El fenómeno Goos-Hänchen (desplazamiento lateral del haz en la reflexión interna total) se conoce desde hace tiempo, pero es difícil de controlar. Los investigadores sustituyeron el espacio de aire en la estructura estándar de Otto (prisma, película metálica, espacio) por un medio de átomos preparados en un esquema N de cuatro niveles. Este medio, bajo la acción de un campo de control, se vuelve transparente o absorbente, lo que permite cambiar de forma flexible el signo y la magnitud del desplazamiento del haz sin modificar la geometría. De manera similar a cómo un regulador de intensidad ajusta suavemente el brillo, en lugar de solo encender y apagar, aquí la amplitud y la dirección del desplazamiento se ajustan de forma continua mediante campos electromagnéticos.
Lance una pelota casi paralela a la pared: se deslizará a lo largo de ella antes de rebotar. Con un haz de luz sucede lo mismo: al reflejarse en un ángulo muy bajo, se desplaza micrones. Este desplazamiento de Goos–Hänchen se consideró durante mucho tiempo solo una curiosa paradoja.
En un nuevo experimento, se mejoró el esquema clásico con prisma y película metálica, reemplazando el espacio de aire por una nube de átomos de rubidio enfriados. El láser de control hace que este medio sea transparente o absorbente, como si se untara la pared con lubricante a voluntad. Esta técnica espectroscópica fue predicha por Charles Townes y Roy Glauber, demostrando que la luz puede alterar las propiedades de la materia.
Ahora la medición precisa del desplazamiento del haz convierte un simple prisma en un sensor ultrasensible.
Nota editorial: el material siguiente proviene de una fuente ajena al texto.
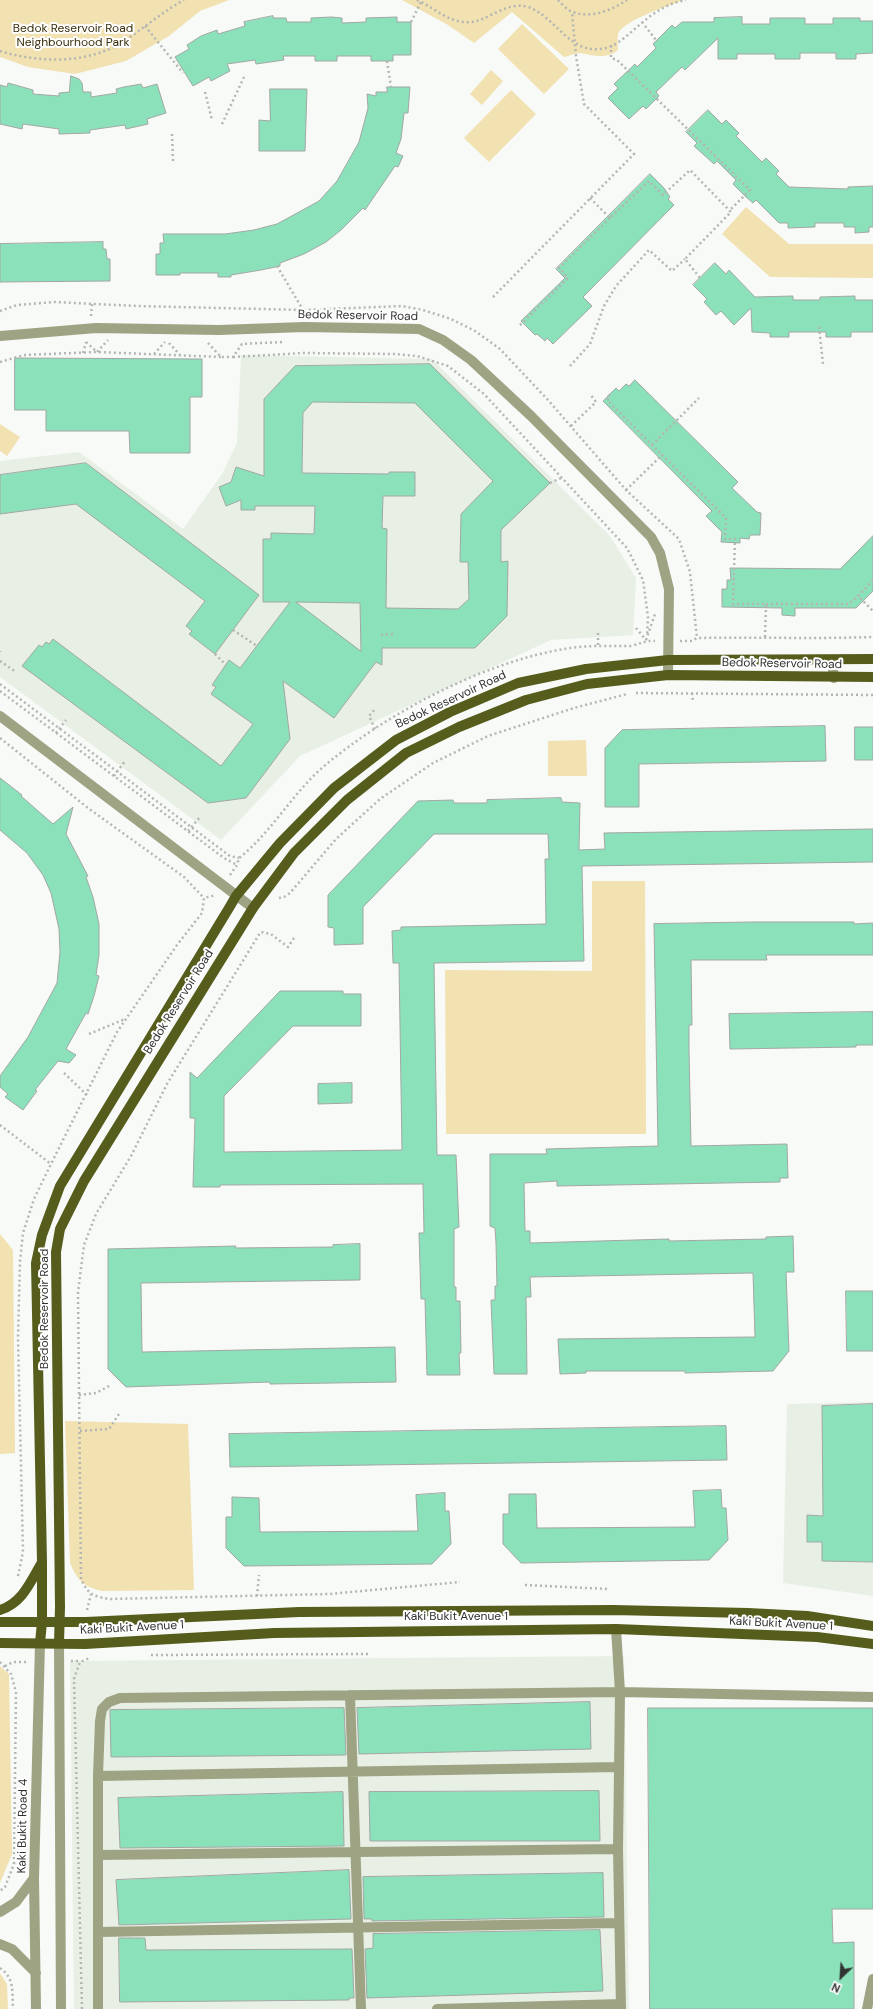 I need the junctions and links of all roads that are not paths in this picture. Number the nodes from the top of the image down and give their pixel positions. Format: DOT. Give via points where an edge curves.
graph roads {
  1 [pos="0,336"];
  2 [pos="873,659"];
  3 [pos="668,660"];
  4 [pos="832,660"];
  5 [pos="668,675"];
  6 [pos="873,677"];
  7 [pos="834,678"];
  8 [pos="0,716"];
  9 [pos="236,896"];
  10 [pos="253,908"];
  11 [pos="42,1562"];
  12 [pos="0,1610"];
  13 [pos="60,1621"];
  14 [pos="0,1622"];
  15 [pos="42,1622"];
  16 [pos="873,1626"];
  17 [pos="616,1630"];
  18 [pos="0,1643"];
  19 [pos="40,1643"];
  20 [pos="59,1643"];
  21 [pos="873,1644"];
  22 [pos="620,1692"];
  23 [pos="350,1695"];
  24 [pos="873,1697"];
  25 [pos="619,1767"];
  26 [pos="353,1771"];
  27 [pos="98,1776"];
  28 [pos="618,1849"];
  29 [pos="356,1852"];
  30 [pos="98,1855"];
  31 [pos="34,1878"];
  32 [pos="0,1912"];
  33 [pos="619,1923"];
  34 [pos="358,1929"];
  35 [pos="98,1932"];
  36 [pos="0,1944"];
  37 [pos="36,1973"];
  38 [pos="873,1979"];
  39 [pos="621,2006"];
  40 [pos="36,2009"];
  41 [pos="61,2009"];
  42 [pos="98,2009"];
  43 [pos="361,2009"];
  44 [pos="437,2009"];
  45 [pos="867,2009"];
  1 -- 3 [label="street, Bedok Reservoir Road" via="96,328 219,330 304,327 419,329 443,340 471,360 531,416 651,537 660,553 669,589"];
  2 -- 4 [label="main road, Bedok Reservoir Road"];
  3 -- 4 [label="main road, Bedok Reservoir Road"];
  3 -- 5 [label="street, Bedok Reservoir Road"];
  3 -- 9 [label="main road, Bedok Reservoir Road" via="586,669 518,683 450,712 396,740 334,788 280,843"];
  4 -- 7 [label="street"];
  5 -- 7 [label="main road, Bedok Reservoir Road"];
  5 -- 10 [label="main road, Bedok Reservoir Road" via="587,684 526,700 459,727 406,753 346,800 294,853"];
  6 -- 7 [label="main road, Bedok Reservoir Road"];
  8 -- 9 [label="street"];
  9 -- 10 [label="street"];
  9 -- 11 [label="main road, Bedok Reservoir Road" via="60,1186 42,1235 36,1263 36,1284"];
  10 -- 13 [label="main road, Bedok Reservoir Road" via="84,1181 60,1229 56,1252"];
  11 -- 12 [label="main road" via="24,1594"];
  11 -- 15 [label="main road, Bedok Reservoir Road"];
  13 -- 15 [label="main road, Kaki Bukit Avenue 1"];
  13 -- 16 [label="main road, Kaki Bukit Avenue 1" via="298,1612 613,1610 807,1616"];
  13 -- 20 [label="main road, Bedok Reservoir Road"];
  14 -- 15 [label="main road"];
  15 -- 19 [label="main road, Bedok Reservoir Road"];
  17 -- 20 [label="main road, Kaki Bukit Avenue 1" via="274,1633 85,1644"];
  17 -- 21 [label="main road, Kaki Bukit Avenue 1" via="817,1637"];
  17 -- 22 [label="street"];
  18 -- 19 [label="main road"];
  19 -- 20 [label="main road, Kaki Bukit Avenue 1"];
  19 -- 31 [label="street, Kaki Bukit Road 4"];
  20 -- 41 [label="street"];
  22 -- 23 [label="street"];
  22 -- 24 [label="street"];
  22 -- 25 [label="street"];
  23 -- 26 [label="street"];
  23 -- 27 [label="street" via="120,1698 109,1702 102,1709"];
  25 -- 26 [label="street"];
  25 -- 28 [label="street"];
  26 -- 27 [label="street"];
  26 -- 29 [label="street"];
  27 -- 30 [label="street"];
  28 -- 29 [label="street"];
  28 -- 33 [label="street"];
  29 -- 30 [label="street"];
  29 -- 34 [label="street"];
  30 -- 35 [label="street"];
  31 -- 32 [label="street" via="16,1902"];
  31 -- 37 [label="street, Kaki Bukit Road 4"];
  33 -- 34 [label="street"];
  33 -- 39 [label="street"];
  34 -- 35 [label="street"];
  34 -- 43 [label="street"];
  35 -- 42 [label="street"];
  36 -- 37 [label="street" via="12,1949"];
  37 -- 40 [label="street, Kaki Bukit Road 4"];
  38 -- 45 [label="street"];
  39 -- 44 [label="street"];
}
El más mínimo cambio en la nube atómica —por ejemplo, la adhesión de una sola molécula— desplaza notablemente la luz reflejada. Y aunque la velocidad de la luz es constante, su trayectoria en la interfaz de los medios se convierte en una herramienta flexible.
🎯 El desplazamiento de Goos–Hänchen lleva el nombre de los físicos alemanes que lo midieron en 1947 con un prisma, una lámpara y una placa fotográfica. Su valor típico es de unos pocos micrómetros, pero en los esquemas modernos la amplificación alcanza cientos de veces, haciendo el desplazamiento visible a simple vista.